Example: Supplier responsiveness. Many e-commerce software programs collect data on how quickly a supplier took to respond to a request for information or an RFQ, or to fulfill a purchase order. Buyers can monitor if a supplier offered alternative information--say a more cost-effective part--as opposed to just responding to an RFQ. Buyers can also track how often a particular supplier was the lowest bidder and use that information the next time an RFQ is sent out.
"The Internet gives purchasing professionals access to a broad range of information," says Stephanie Kozinski, director of product marketing for Digital Market, a provider of e-commerce software and services. "The Internet provides them information that allows them to make strategic decisions better and allows them to influence design earlier. It will help purchasing professionals to be more influential at their company."
The Internet also enables suppliers to make better strategic decisions because it can provide them with necessary information faster, according to Ed Sprock, director of logistics and former director or production programming and scheduling at DaimlerChrysler.
DaimlerChrysler uses the Internet to communicate warranty information to suppliers through extranets, says Sprock.
"We have saved hundreds of millions of dollars in warranty costs that we might have experienced because we are sending warranty and trend analysis through the Internet back to the supply base," he says.
For example, an air conditioner manufacturer can visit DaimlerChrysler's warranty database where information is updated weekly. "The supplier can look at the problem areas that we are experiencing on a warranty basis, by car line or by platform, and he can come in and make adjustments. For example, he may be having a warranty problem on a switch on an AC unit for this particular car model and can begin his reengineering process that much sooner," says Sprock.
The advantage of using the Internet in this way is time.
"In the old days we used to bring the suppliers in to show them their problems and beat them up about it," he says. "Now the supplier's quality manager can log in on a weekly basis, and he sees any changes in warranty problems."
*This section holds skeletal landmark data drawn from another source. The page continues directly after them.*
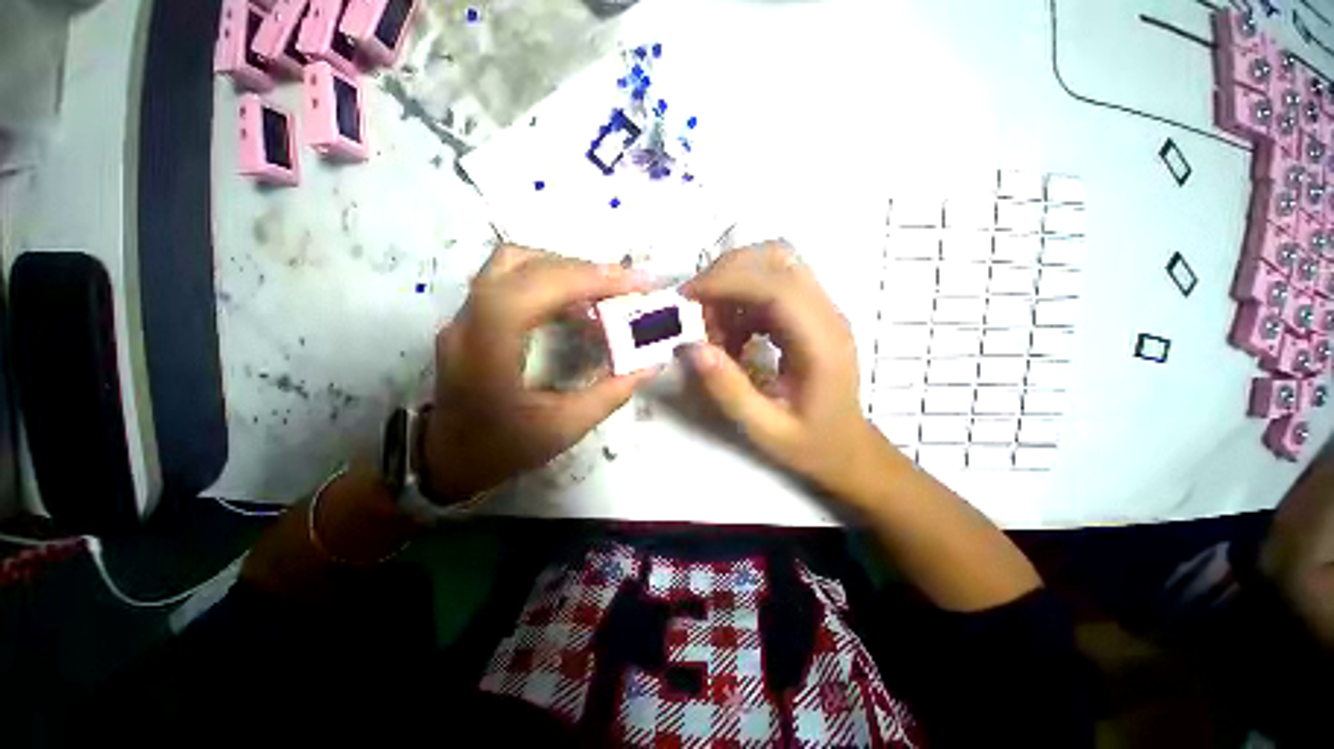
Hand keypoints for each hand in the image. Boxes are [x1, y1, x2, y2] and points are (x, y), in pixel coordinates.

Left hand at [423, 244, 655, 500]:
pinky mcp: (475, 318)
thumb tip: (649, 363)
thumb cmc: (502, 449)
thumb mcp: (564, 428)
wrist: (446, 461)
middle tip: (626, 287)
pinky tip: (579, 305)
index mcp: (487, 347)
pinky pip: (514, 280)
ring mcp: (467, 315)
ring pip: (515, 264)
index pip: (536, 287)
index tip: (635, 284)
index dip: (589, 277)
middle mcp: (470, 320)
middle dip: (583, 270)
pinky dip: (553, 282)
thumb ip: (611, 393)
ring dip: (565, 271)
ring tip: (604, 293)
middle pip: (525, 265)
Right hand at [681, 241, 887, 495]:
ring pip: (771, 265)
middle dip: (725, 274)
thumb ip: (729, 390)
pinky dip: (740, 300)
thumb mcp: (765, 429)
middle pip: (775, 259)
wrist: (848, 448)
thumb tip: (691, 347)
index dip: (727, 281)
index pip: (776, 286)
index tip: (686, 298)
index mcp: (822, 342)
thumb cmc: (811, 444)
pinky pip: (769, 286)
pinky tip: (732, 336)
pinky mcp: (809, 312)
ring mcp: (820, 309)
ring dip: (732, 287)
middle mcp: (826, 313)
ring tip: (714, 331)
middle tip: (694, 312)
It's not just warranty information that's available to suppliers. Suppliers can look at their volume of business with us, how their quality ratings are doing, and see how their score (supplier cost reduction effort) proposals are being implemented. "Virtually every piece of information that we can quantify in a report and that we have on a database, suppliers can look at via the Internet," says Sprock.
DaimlerChrysler puts its "bluebook" on the Internet for suppliers. The bluebook is the company's detailed production plans for the next two years. "It's in high demand by the first-tier supply base because it tells them how many vehicles we are going to build, how may Stratuses are going to be built at what plant," says Sprock. "It used to be mailed out, but now it is on the Internet. The work schedule part of the bluebook is updated once a week.
"It provides detailed information electronically as early in the process as we can get it to our suppliers. We didn't do this to save mailing cost. We did this to push information into the supply chain. It makes it easier for suppliers to feed this information to the second-, third- and fourth-tier suppliers electronically," says Sprock.